The entries are to be reproduced word for word, with all images left out.

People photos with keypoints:
******************************

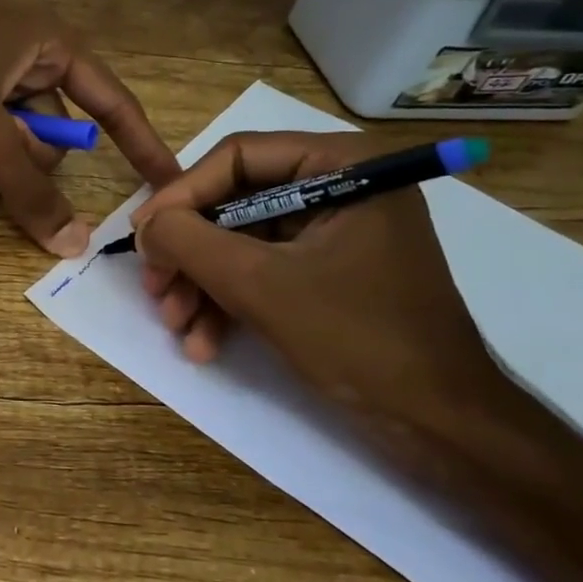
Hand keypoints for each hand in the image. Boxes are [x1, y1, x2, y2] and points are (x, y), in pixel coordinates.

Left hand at [0, 0, 179, 255]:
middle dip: (36, 154)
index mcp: (53, 44)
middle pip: (58, 122)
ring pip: (18, 125)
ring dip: (4, 151)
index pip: (114, 104)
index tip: (167, 184)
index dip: (142, 146)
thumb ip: (28, 190)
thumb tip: (74, 244)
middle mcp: (29, 47)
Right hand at [130, 132, 502, 427]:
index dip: (181, 195)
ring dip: (201, 285)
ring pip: (241, 243)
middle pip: (234, 203)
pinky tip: (204, 343)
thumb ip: (189, 242)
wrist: (439, 424)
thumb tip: (145, 225)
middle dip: (189, 253)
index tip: (142, 236)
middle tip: (155, 289)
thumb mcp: (259, 284)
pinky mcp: (328, 272)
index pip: (239, 157)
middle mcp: (340, 187)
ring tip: (177, 327)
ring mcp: (335, 233)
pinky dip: (229, 303)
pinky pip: (263, 271)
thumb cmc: (358, 338)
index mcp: (343, 166)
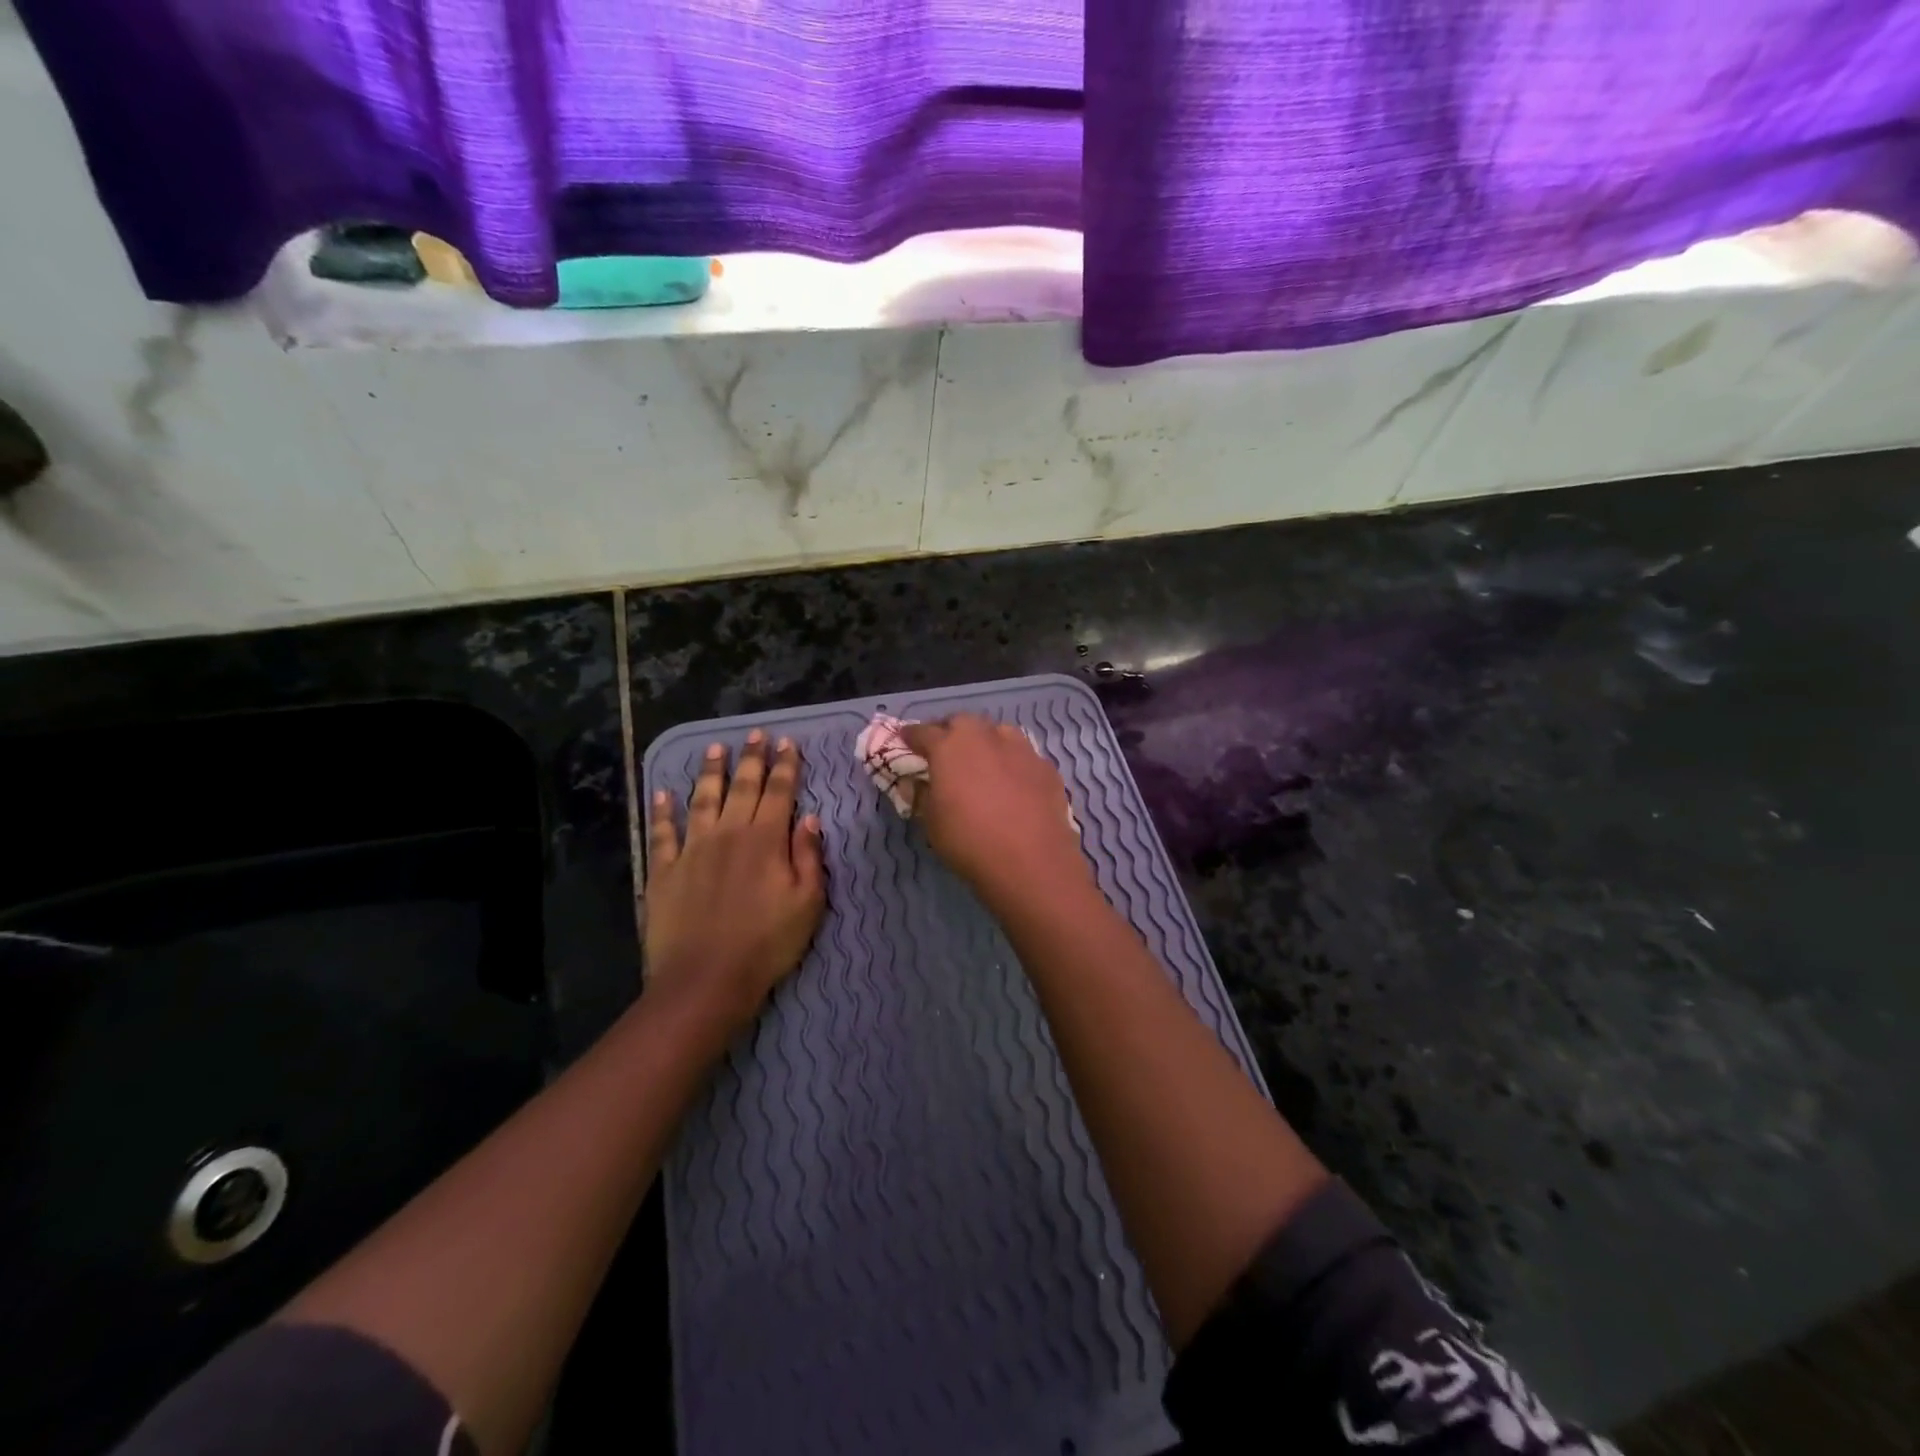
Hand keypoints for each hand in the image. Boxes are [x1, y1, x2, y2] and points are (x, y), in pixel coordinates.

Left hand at [646, 732, 825, 1033]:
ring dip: (710, 772)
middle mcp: (728, 834)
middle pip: (742, 787)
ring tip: (715, 748)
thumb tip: (809, 818)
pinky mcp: (664, 870)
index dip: (785, 766)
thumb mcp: (808, 903)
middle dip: (752, 758)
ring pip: (702, 800)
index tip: (788, 743)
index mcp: (766, 840)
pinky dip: (662, 811)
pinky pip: (662, 832)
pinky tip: (663, 793)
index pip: (779, 792)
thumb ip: (809, 856)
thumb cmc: (767, 943)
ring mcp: (692, 849)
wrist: (706, 979)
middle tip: (756, 735)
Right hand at [900, 715, 1089, 909]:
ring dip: (984, 742)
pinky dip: (1011, 762)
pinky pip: (1022, 755)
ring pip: (997, 733)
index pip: (923, 732)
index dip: (911, 737)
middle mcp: (985, 736)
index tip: (905, 741)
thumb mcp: (931, 822)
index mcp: (949, 746)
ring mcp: (1020, 748)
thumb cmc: (969, 841)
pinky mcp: (1045, 765)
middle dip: (950, 732)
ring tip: (981, 762)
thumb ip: (921, 795)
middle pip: (962, 723)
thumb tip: (916, 782)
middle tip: (944, 751)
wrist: (1031, 861)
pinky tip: (1012, 783)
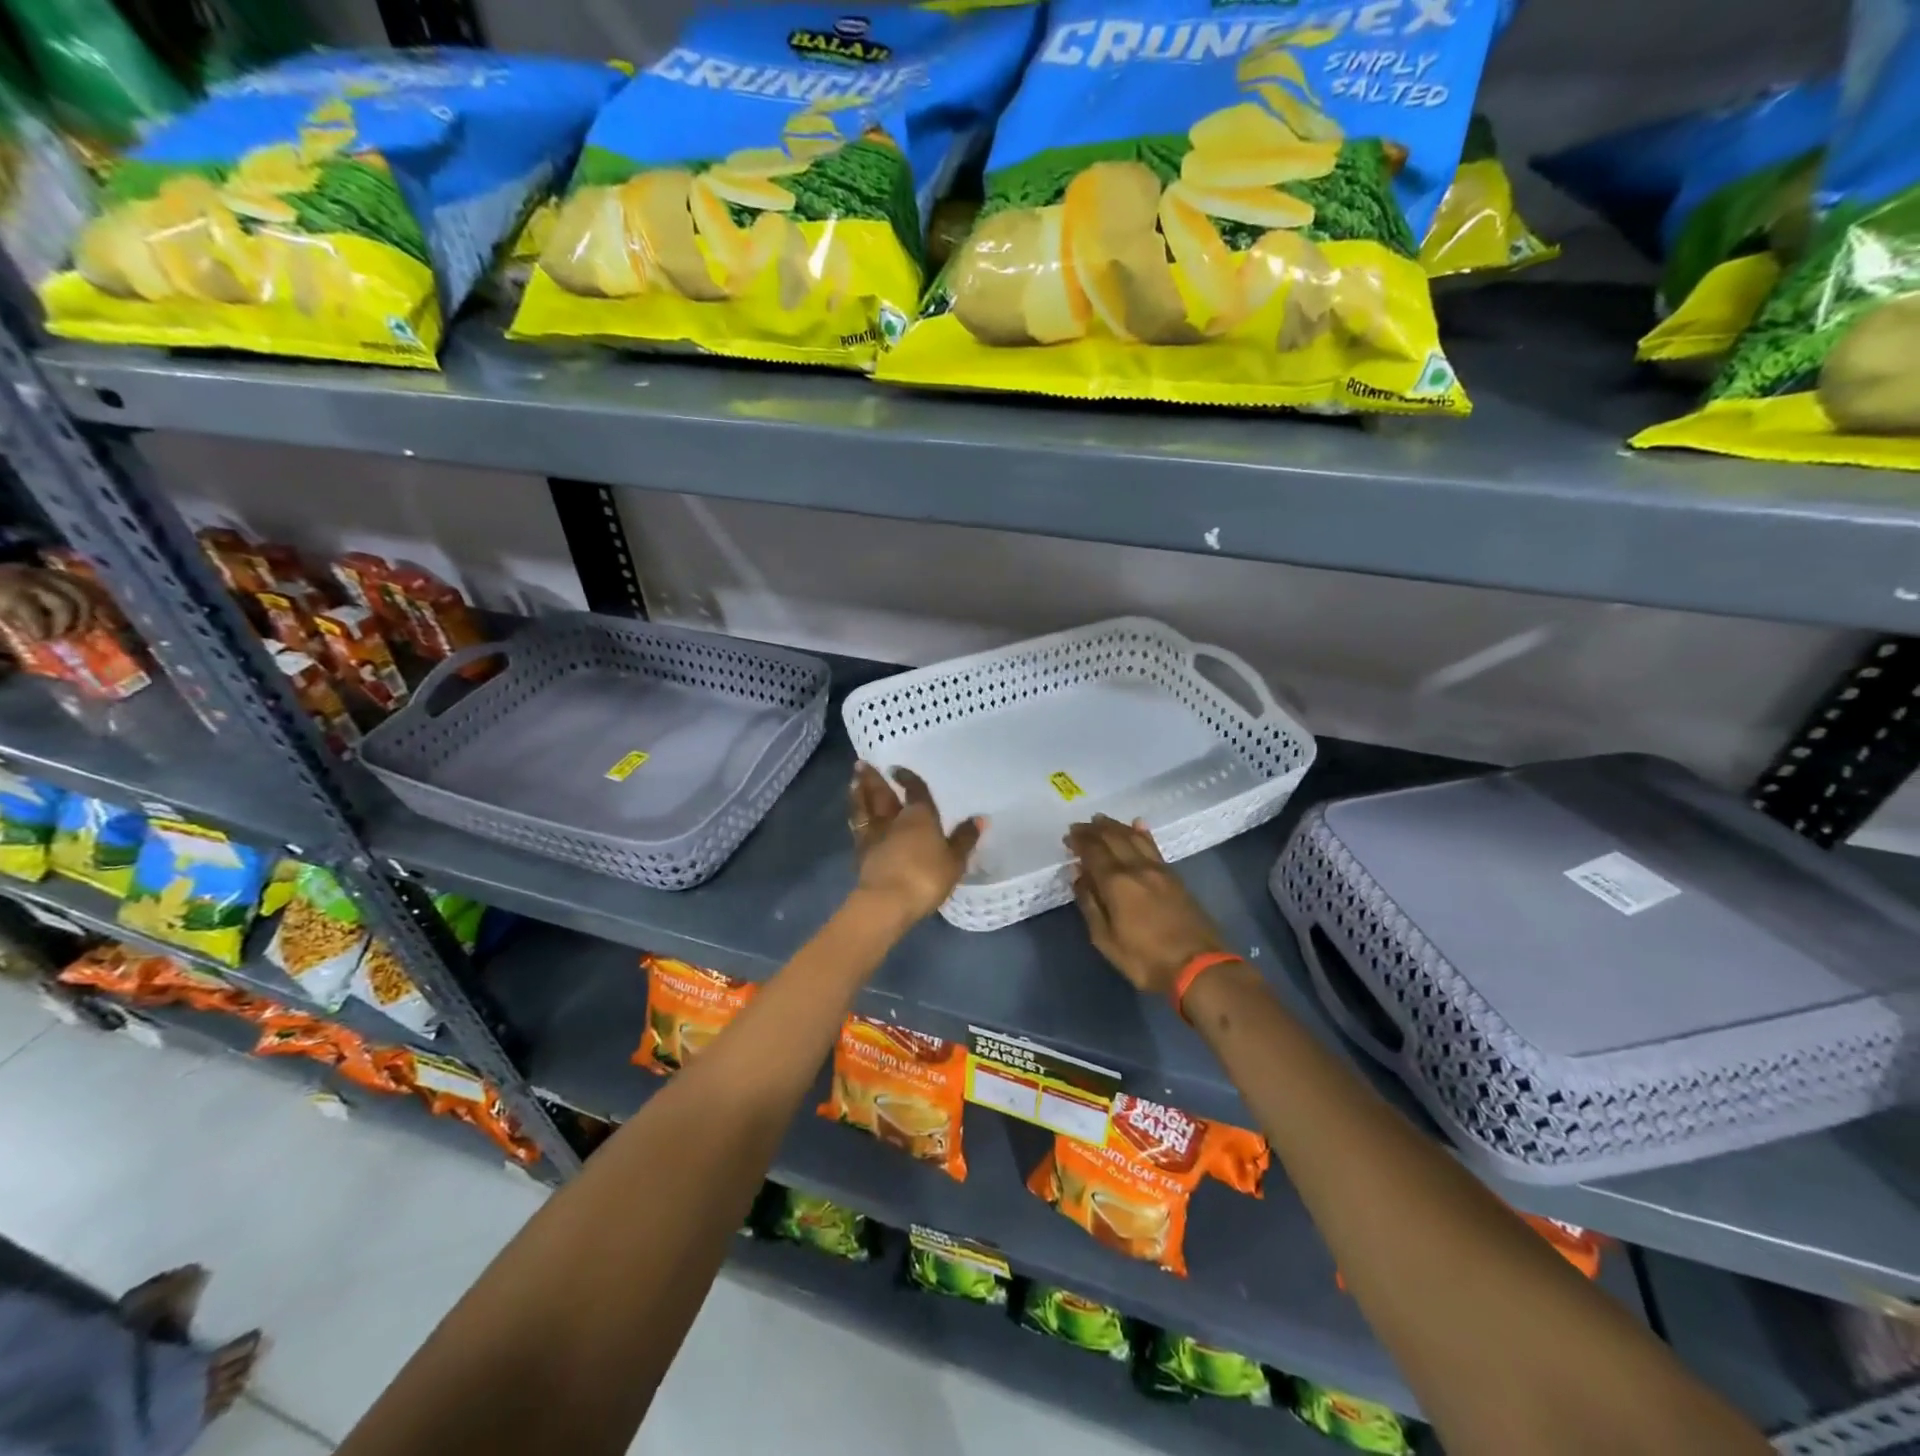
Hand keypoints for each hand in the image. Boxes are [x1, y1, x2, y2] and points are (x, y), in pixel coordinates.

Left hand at [847, 763, 982, 925]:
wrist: (887, 901)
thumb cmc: (926, 877)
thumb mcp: (954, 861)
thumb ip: (964, 839)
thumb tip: (980, 818)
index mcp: (919, 816)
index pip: (914, 790)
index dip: (907, 778)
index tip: (897, 768)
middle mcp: (893, 819)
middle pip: (882, 794)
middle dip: (873, 779)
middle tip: (861, 764)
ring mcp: (874, 835)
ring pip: (864, 808)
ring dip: (858, 794)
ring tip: (853, 782)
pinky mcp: (860, 853)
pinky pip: (857, 828)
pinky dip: (855, 818)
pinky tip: (854, 817)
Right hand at [1067, 815, 1229, 996]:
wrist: (1198, 966)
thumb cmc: (1145, 959)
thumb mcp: (1106, 940)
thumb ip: (1090, 903)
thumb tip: (1077, 875)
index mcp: (1116, 882)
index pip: (1093, 851)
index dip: (1079, 841)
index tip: (1068, 837)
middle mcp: (1137, 868)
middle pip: (1113, 838)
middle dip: (1093, 830)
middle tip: (1079, 826)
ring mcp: (1159, 870)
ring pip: (1134, 837)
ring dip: (1115, 826)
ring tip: (1101, 820)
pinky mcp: (1175, 876)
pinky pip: (1153, 846)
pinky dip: (1142, 832)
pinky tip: (1138, 825)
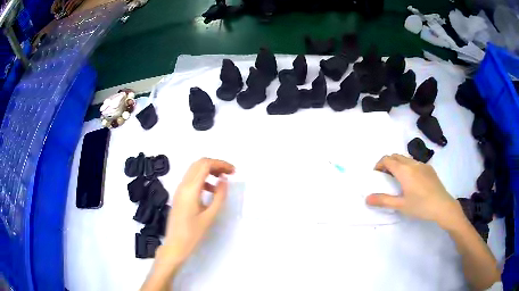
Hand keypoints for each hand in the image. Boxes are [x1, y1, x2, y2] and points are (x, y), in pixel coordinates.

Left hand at [160, 158, 234, 265]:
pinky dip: (202, 179)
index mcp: (190, 189)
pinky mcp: (179, 195)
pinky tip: (211, 190)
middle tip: (229, 173)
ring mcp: (179, 189)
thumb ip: (219, 196)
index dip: (220, 164)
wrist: (175, 245)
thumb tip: (224, 180)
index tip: (233, 171)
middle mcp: (183, 185)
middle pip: (199, 164)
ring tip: (222, 180)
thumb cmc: (193, 234)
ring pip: (194, 170)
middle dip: (215, 164)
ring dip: (209, 170)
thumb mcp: (210, 216)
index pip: (205, 165)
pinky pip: (191, 179)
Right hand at [366, 154, 462, 228]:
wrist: (442, 205)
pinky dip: (408, 167)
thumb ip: (383, 200)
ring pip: (406, 158)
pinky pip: (415, 163)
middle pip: (396, 156)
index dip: (379, 164)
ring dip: (398, 164)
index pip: (387, 159)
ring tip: (398, 179)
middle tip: (385, 177)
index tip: (376, 174)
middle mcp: (412, 163)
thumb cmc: (420, 206)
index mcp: (404, 171)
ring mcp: (422, 164)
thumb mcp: (400, 205)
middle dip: (388, 163)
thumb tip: (367, 198)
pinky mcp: (429, 168)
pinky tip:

******************************

### Task answer
Hand keypoints for each hand in the image. Boxes are [x1, y1, x2, y2] and points are (x, y), in pixel coordinates.

Left hand at [0, 0, 179, 255]:
middle dip: (36, 154)
index mcp: (53, 44)
middle pip: (58, 122)
ring pip: (18, 125)
ring dip: (4, 151)
index pip: (114, 104)
index tip: (167, 184)
index dip: (142, 146)
thumb ip: (28, 190)
thumb tip: (74, 244)
middle mcp: (29, 47)
Right hand at [130, 132, 502, 427]:
index dip: (181, 195)
ring dip: (201, 285)
ring pip: (241, 243)
middle pip: (234, 203)
pinky tip: (204, 343)
thumb ip: (189, 242)
wrist: (439, 424)
thumb tip: (145, 225)
middle dip: (189, 253)
index tip: (142, 236)
middle tip: (155, 289)
thumb mcp: (259, 284)
pinky mcp: (328, 272)
index pip: (239, 157)
middle mcp: (340, 187)
ring tip: (177, 327)
ring mcp: (335, 233)
pinky dip: (229, 303)
pinky pip: (263, 271)
thumb cmc: (358, 338)
index mcp: (343, 166)
Hand keypoints for each hand in the image. Boxes are [x1, y1, x2, y2] and points are (x, y), in pixel coordinates.

Left hand at [646, 732, 825, 1033]:
ring dip: (710, 772)
middle mcp: (728, 834)
middle pip: (742, 787)
ring tip: (715, 748)
thumb tip: (809, 818)
pinky mcp: (664, 870)
index dip: (785, 766)
thumb mcp: (808, 903)
middle dip: (752, 758)
ring pip: (702, 800)
index tip: (788, 743)
index mcp: (766, 840)
pinky dip: (662, 811)
pinky pip: (662, 832)
pinky tip: (663, 793)
index pip: (779, 792)
thumb ip: (809, 856)
thumb cmc: (767, 943)
ring mcp: (692, 849)
wrist: (706, 979)
middle tip: (756, 735)
Right hand at [900, 715, 1089, 909]:
ring dip: (984, 742)
pinky dip: (1011, 762)
pinky pip: (1022, 755)
ring pip: (997, 733)
index pip: (923, 732)
index dip: (911, 737)
middle mcp: (985, 736)
index tip: (905, 741)
thumb mcp: (931, 822)
index mcp: (949, 746)
ring mcp: (1020, 748)
thumb cmc: (969, 841)
pinky mcp: (1045, 765)
middle dip: (950, 732)
ring tip: (981, 762)
thumb ip: (921, 795)
middle pip: (962, 723)
thumb tip: (916, 782)
middle tip: (944, 751)
wrist: (1031, 861)
pinky tip: (1012, 783)
Hand keypoints for each hand in the image. Boxes are [x1, y1, x2, y2] and points are (x, y), in pixel coordinates.

Left hand at [847, 763, 982, 925]:
wrist: (887, 901)
thumb cmc: (926, 877)
thumb mcp: (954, 861)
thumb ip: (964, 839)
thumb tip: (980, 818)
index mcp: (919, 816)
index pip: (914, 790)
index dip: (907, 778)
index tip: (897, 768)
middle mcp: (893, 819)
middle pip: (882, 794)
middle dip: (873, 779)
middle tip: (861, 764)
ring mcp: (874, 835)
ring pip: (864, 808)
ring dip: (858, 794)
ring tip: (853, 782)
pinky mcp: (860, 853)
pinky pip: (857, 828)
pinky dip: (855, 818)
pinky tip: (854, 817)
Right hand at [1067, 815, 1229, 996]:
wrist: (1198, 966)
thumb cmc: (1145, 959)
thumb mcp: (1106, 940)
thumb ip: (1090, 903)
thumb tip: (1077, 875)
index mcp: (1116, 882)
index pip: (1093, 851)
index dip: (1079, 841)
index tip: (1068, 837)
middle mcp: (1137, 868)
middle pip: (1113, 838)
middle dip: (1093, 830)
middle tip: (1079, 826)
ring mcp: (1159, 870)
ring pip: (1134, 837)
ring dip: (1115, 826)
ring tip: (1101, 820)
pinky mcp: (1175, 876)
pinky pip: (1153, 846)
pinky dip: (1142, 832)
pinky tip: (1138, 825)
Hand keypoints for each hand in the image. Boxes are [x1, y1, x2, y2] and points are (x, y), in pixel coordinates.

Left hand at [160, 158, 234, 265]:
pinky dip: (202, 179)
index mcp: (190, 189)
pinky mcp: (179, 195)
pinky tip: (211, 190)
middle tip: (229, 173)
ring mcp: (179, 189)
thumb ip: (219, 196)
index dip: (220, 164)
wrist: (175, 245)
thumb tip: (224, 180)
index tip: (233, 171)
middle mcp: (183, 185)
middle pip: (199, 164)
ring tip: (222, 180)
thumb cmc: (193, 234)
ring pip: (194, 170)
middle dip: (215, 164)
ring dip: (209, 170)
thumb mcp: (210, 216)
index pip: (205, 165)
pinky pip: (191, 179)
Right hand at [366, 154, 462, 228]:
wrist: (442, 205)
pinky dip: (408, 167)
thumb ip: (383, 200)
ring pip: (406, 158)
pinky pip: (415, 163)
middle pip: (396, 156)
index dip: (379, 164)
ring dip: (398, 164)
index pip: (387, 159)
ring tip: (398, 179)
middle tip: (385, 177)
index tip: (376, 174)
middle mcp: (412, 163)
thumb cmc: (420, 206)
index mcp: (404, 171)
ring mcp: (422, 164)
thumb mcp: (400, 205)
middle dip: (388, 163)
thumb tip: (367, 198)
pinky mcp: (429, 168)
pinky tip:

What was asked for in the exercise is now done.